As for the other two concerns — food insecurity and broadband — Tucker said many food banks reopened halfway through the semester to ensure students who were in need had access to food. She also said universities would also help students who might be quarantining to get food.
Broadband access continues to be a problem in many areas of the state, but Tucker pointed to the Kids Connect Initiative, which created 1,000 WiFi hotspots around the state, as one temporary solution. She said more needs to be done, but wasn’t aware of any new initiatives being discussed at this time with the governor’s office.
Barber, from a student perspective, said she thinks higher education officials did a good job overall in the fall semester. She’s looking forward to finishing her final semester and graduating in the spring. She does have one concern though, and that’s walking at graduation.
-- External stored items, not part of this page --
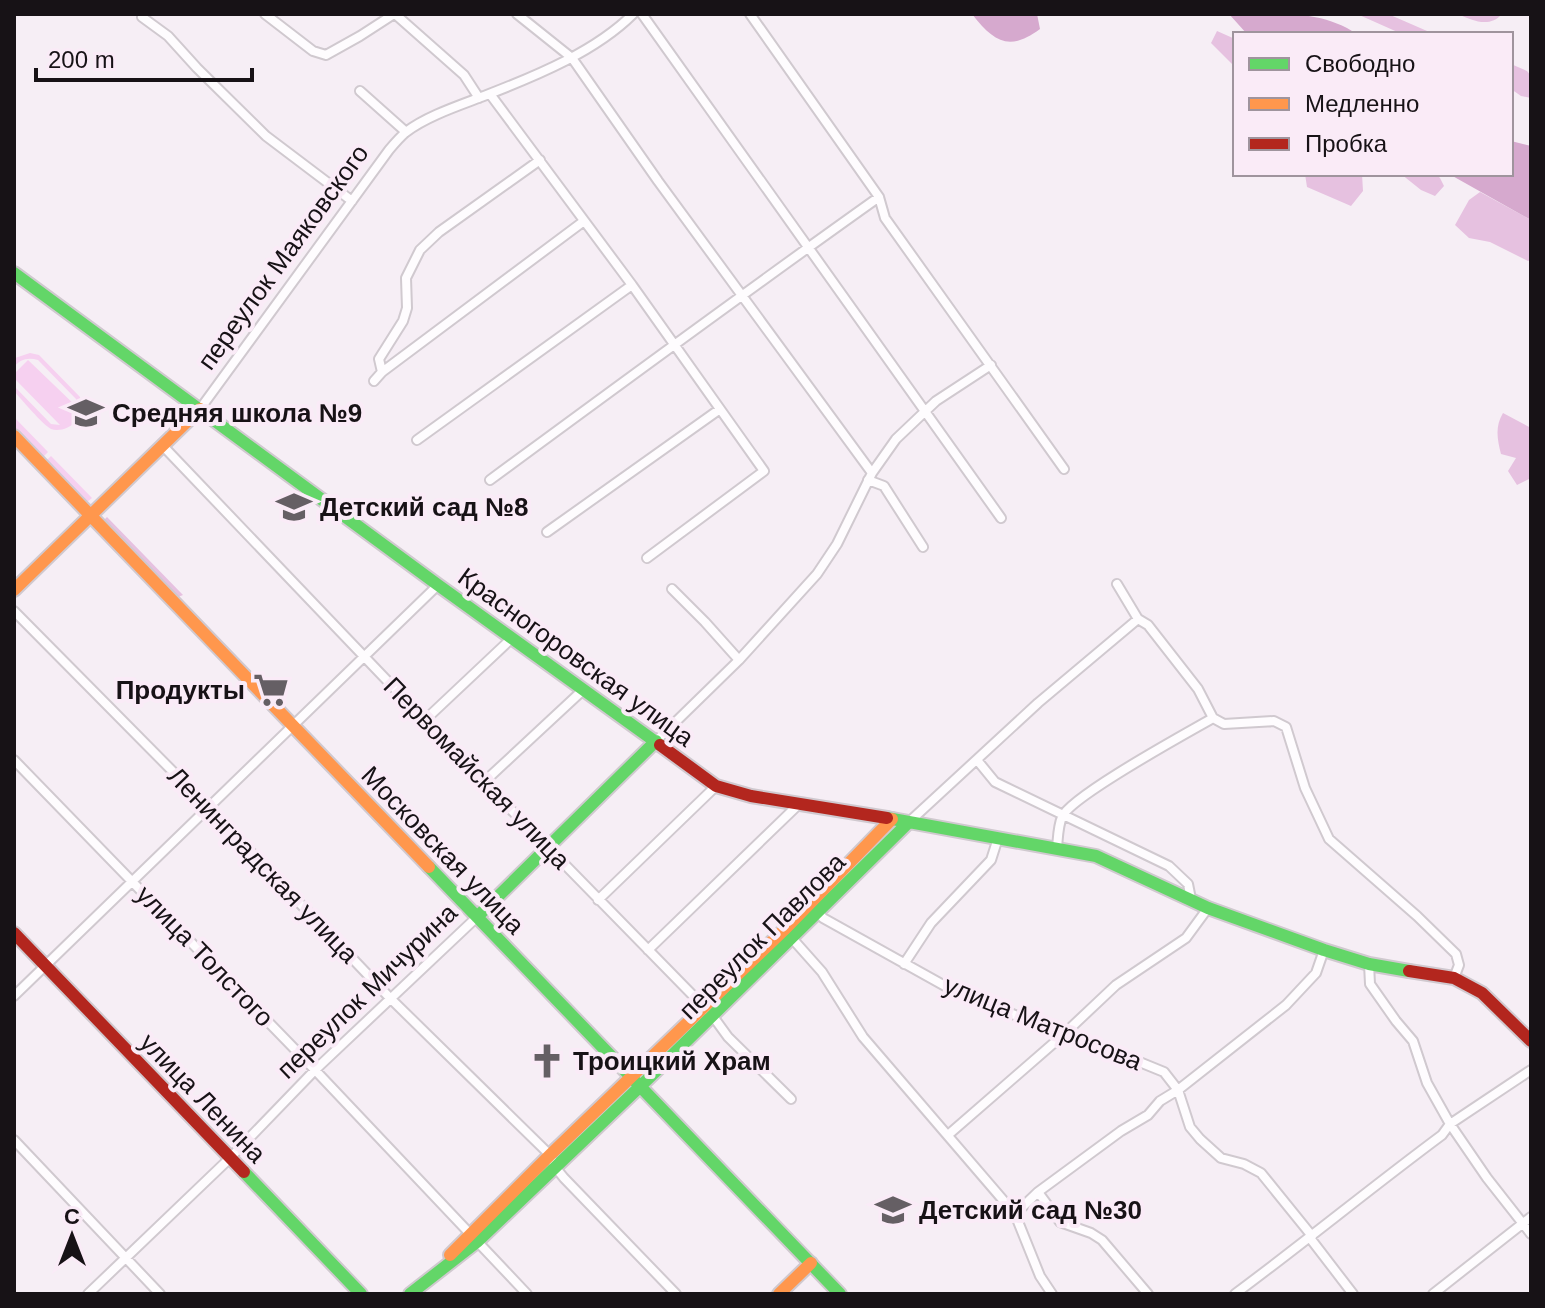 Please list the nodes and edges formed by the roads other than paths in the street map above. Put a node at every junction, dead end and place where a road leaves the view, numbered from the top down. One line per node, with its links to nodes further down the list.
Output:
1 (265, 14): 2 (street)
2 (394, 14): 11 (street)
3 (517, 14): 8 (street)
4 (633, 14): 8 (street, переулок Маяковского)
5 (642, 14): 17 (street)
6 (750, 14): 14 (street)
7 (142, 17): 15 (street)
8 (572, 58): 10 (street, переулок Маяковского); 20 (street)
9 (360, 91): 12 (street)
10 (490, 94): 11 (street, переулок Маяковского); 13 (street)
11 (479, 98): 12 (street, переулок Маяковского)
12 (406, 132): 15 (street, переулок Маяковского)
13 (540, 160): 16 (street); 23 (street)
14 (879, 197): 17 (street); 22 (street)
15 (352, 201): 25 (street, переулок Маяковского)
16 (584, 221): 19 (street); 23 (street)
17 (808, 249): 20 (street); 27 (street)
18 (14, 273): 25 (street, Красногоровская улица)
19 (632, 285): 21 (street); 29 (street)
20 (741, 295): 21 (street); 32 (street)
21 (674, 344): 26 (street); 33 (street)
22 (991, 365): 27 (street, переулок Мичурина); 31 (street)
23 (382, 372): 24 (street)
24 (374, 381)
25 (200, 409): 30 (street, переулок Маяковского); 40 (street, Красногоровская улица)
26 (720, 409): 36 (street); 38 (street)
27 (925, 411): 32 (street, переулок Мичурина); 35 (street)
28 (14, 436): 34 (street, Московская улица)
29 (417, 440)
30 (163, 446): 34 (street, переулок Маяковского); 46 (street, Первомайская улица)
31 (1064, 469)
32 (870, 476): 37 (street); 47 (street, переулок Мичурина)
33 (490, 480)
34 (91, 515): 42 (street, переулок Маяковского); 51 (street, Московская улица)
35 (1001, 518)
36 (547, 532)
37 (923, 547)
38 (647, 558)
39 (1117, 584): 44 (street)
40 (438, 585): 45 (street, Красногоровская улица); 46 (street)
41 (672, 589): 47 (street)
42 (14, 590)
43 (14, 611): 58 (street, Ленинградская улица)
44 (1138, 619): 49 (street); 54 (street, переулок Павлова)
45 (512, 638): 48 (street, Красногоровская улица); 50 (street)
46 (364, 656): 50 (street, Первомайская улица); 51 (street)
47 (739, 660): 52 (street, переулок Мичурина)
48 (583, 690): 52 (street, Красногоровская улица); 55 (street)
49 (1213, 718): 59 (street); 78 (street)
50 (425, 720): 55 (street, Первомайская улица)
51 (292, 725): 58 (street); 70 (street, Московская улица)
52 (656, 741): 56 (street, Красногоровская улица); 63 (street, переулок Мичурина)
53 (14, 760): 65 (street, улица Толстого)
54 (977, 760): 59 (street, Красногоровская улица); 61 (street, переулок Павлова)
55 (484, 782): 63 (street, Первомайская улица)
56 (716, 786): 57 (street, Красногоровская улица); 67 (street)
57 (799, 804): 60 (street, Красногоровская улица); 73 (street)
58 (208, 807): 65 (street); 80 (street, Ленинградская улица)
59 (1062, 815): 64 (street); 66 (street, Красногоровская улица)
60 (892, 819): 61 (street, Красногоровская улица); 68 (street, переулок Павлова)
61 (909, 822): 62 (street, Красногоровская улица); 68 (street, переулок Павлова)
62 (998, 838): 64 (street, Красногоровская улица); 75 (street)
63 (548, 848): 67 (street, Первомайская улица); 70 (street, переулок Мичурина)
64 (1057, 848): 66 (street, Красногоровская улица)
65 (133, 881): 77 (street); 84 (street, улица Толстого)
66 (1191, 899): 69 (street, Красногоровская улица)
67 (598, 900): 73 (street, Первомайская улица)
68 (814, 907): 72 (street, переулок Павлова); 75 (street, улица Матросова)
69 (1208, 908): 74 (street, Красногоровская улица); 82 (street)
70 (477, 917): 80 (street, переулок Мичурина); 86 (street, Московская улица)
71 (14, 933): 77 (street, улица Ленина)
72 (787, 934): 81 (street, переулок Павлова); 90 (street)
73 (648, 950): 81 (street, Первомайская улица)
74 (1324, 950): 76 (street, Красногоровская улица); 87 (street)
75 (904, 964): 82 (street, улица Матросова)
76 (1369, 964): 78 (street, Красногоровская улица); 89 (street)
77 (45, 966): 79 (street); 92 (street, улица Ленина)
78 (1454, 978): 83 (street, Красногоровская улица)
79 (14, 996)
80 (390, 998): 84 (street, переулок Мичурина); 93 (street, Ленинградская улица)
81 (708, 1012): 86 (street, переулок Павлова); 88 (street, Первомайская улица)
82 (1063, 1035): 87 (street, улица Матросова); 90 (street)
83 (1531, 1041)
84 (315, 1070): 92 (street, переулок Мичурина); 100 (street, улица Толстого)
85 (1531, 1070): 89 (street)
86 (636, 1082): 93 (street, переулок Павлова); 102 (street, Московская улица)
87 (1178, 1090): 94 (street); 99 (street)
88 (791, 1099)
89 (1450, 1124): 97 (street); 99 (street)
90 (948, 1135): 95 (street)
91 (14, 1140): 101 (street)
92 (230, 1158): 101 (street, переулок Мичурина); 106 (street, улица Ленина)
93 (552, 1161): 100 (street, переулок Павлова); 108 (street, Ленинградская улица)
94 (1038, 1192): 95 (street); 112 (street)
95 (1015, 1214): 111 (street)
96 (1531, 1217): 97 (street)
97 (1522, 1223): 98 (street); 115 (street)
98 (1531, 1234)
99 (1311, 1237): 113 (street); 114 (street)
100 (474, 1238): 103 (street, переулок Павлова); 107 (street, улица Толстого)
101 (124, 1258): 104 (street, переулок Мичурина); 105 (street)
102 (811, 1263): 109 (street); 110 (street, Московская улица)
103 (414, 1290)
104 (88, 1294)
105 (160, 1294)
106 (361, 1294)
107 (527, 1294)
108 (676, 1294)
109 (779, 1294)
110 (840, 1294)
111 (1052, 1294)
112 (1148, 1294)
113 (1235, 1294)
114 (1353, 1294)
115 (1433, 1294)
“I just hope that this year the higher education officials really work to make graduation special if it is going to be something that has to be less than the norm because of the pandemic,” she said.
Many college and high school graduations were canceled or altered last spring as the coronavirus pandemic was just starting to ramp up in the United States.
Barber said she hopes no graduation ceremony this year has to be virtual.
“I’m just really hopeful that [this] semester, the numbers with COVID-19 will have gone down,” she said. “Hopefully with this vaccine coming out, our higher education officials are going to be quick in requiring us to get those vaccines so that we can really work to make the next semester as normal as possible for our students.”